= WHAT THE TASK ASKS =
With the line containing "Turn all roads" as the first line and the last line of the records as the final one, reproduce that range exactly.

* * * * *

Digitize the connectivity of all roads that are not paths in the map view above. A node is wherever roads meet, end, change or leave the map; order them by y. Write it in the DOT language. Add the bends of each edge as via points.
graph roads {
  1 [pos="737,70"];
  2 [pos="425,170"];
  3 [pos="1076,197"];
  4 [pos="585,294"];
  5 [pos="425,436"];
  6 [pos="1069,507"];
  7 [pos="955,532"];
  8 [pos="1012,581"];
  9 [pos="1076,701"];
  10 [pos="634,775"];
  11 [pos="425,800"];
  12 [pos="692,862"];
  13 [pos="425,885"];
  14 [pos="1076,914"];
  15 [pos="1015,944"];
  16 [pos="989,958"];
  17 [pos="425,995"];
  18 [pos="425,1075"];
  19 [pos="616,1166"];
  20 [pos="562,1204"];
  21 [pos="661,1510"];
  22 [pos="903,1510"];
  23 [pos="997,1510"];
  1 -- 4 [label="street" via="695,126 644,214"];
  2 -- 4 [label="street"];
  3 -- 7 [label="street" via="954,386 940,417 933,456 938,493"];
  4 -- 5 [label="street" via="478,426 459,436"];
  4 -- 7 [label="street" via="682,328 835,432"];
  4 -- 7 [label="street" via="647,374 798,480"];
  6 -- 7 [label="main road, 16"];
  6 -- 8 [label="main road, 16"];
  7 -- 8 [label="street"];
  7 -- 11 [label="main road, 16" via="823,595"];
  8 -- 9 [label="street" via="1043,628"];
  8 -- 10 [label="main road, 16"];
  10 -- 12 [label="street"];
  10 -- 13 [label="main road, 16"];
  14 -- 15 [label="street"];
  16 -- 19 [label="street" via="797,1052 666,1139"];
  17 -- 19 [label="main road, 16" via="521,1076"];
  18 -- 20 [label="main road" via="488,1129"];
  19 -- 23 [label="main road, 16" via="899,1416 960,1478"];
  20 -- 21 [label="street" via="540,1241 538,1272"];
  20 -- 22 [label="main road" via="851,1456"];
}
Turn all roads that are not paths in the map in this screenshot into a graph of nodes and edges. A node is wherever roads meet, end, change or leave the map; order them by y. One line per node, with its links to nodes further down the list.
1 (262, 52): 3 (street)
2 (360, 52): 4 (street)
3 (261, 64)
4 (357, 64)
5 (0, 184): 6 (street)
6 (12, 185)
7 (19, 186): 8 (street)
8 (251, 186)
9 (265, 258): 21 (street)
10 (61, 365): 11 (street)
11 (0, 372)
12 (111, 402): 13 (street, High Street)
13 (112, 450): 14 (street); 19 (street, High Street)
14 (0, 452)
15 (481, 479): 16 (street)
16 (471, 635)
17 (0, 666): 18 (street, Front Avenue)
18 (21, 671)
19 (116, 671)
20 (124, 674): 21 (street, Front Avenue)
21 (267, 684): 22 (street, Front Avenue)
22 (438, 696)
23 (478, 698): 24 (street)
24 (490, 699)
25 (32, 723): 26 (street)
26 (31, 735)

* * * * *

= EXERCISE RESPONSE =
Turn all roads that are not paths in the map in this screenshot into a graph of nodes and edges. A node is wherever roads meet, end, change or leave the map; order them by y. One line per node, with its links to nodes further down the list.
1 (262, 52): 3 (street)
2 (360, 52): 4 (street)
3 (261, 64)
4 (357, 64)
5 (0, 184): 6 (street)
6 (12, 185)
7 (19, 186): 8 (street)
8 (251, 186)
9 (265, 258): 21 (street)
10 (61, 365): 11 (street)
11 (0, 372)
12 (111, 402): 13 (street, High Street)
13 (112, 450): 14 (street); 19 (street, High Street)
14 (0, 452)
15 (481, 479): 16 (street)
16 (471, 635)
17 (0, 666): 18 (street, Front Avenue)
18 (21, 671)
19 (116, 671)
20 (124, 674): 21 (street, Front Avenue)
21 (267, 684): 22 (street, Front Avenue)
22 (438, 696)
23 (478, 698): 24 (street)
24 (490, 699)
25 (32, 723): 26 (street)
26 (31, 735)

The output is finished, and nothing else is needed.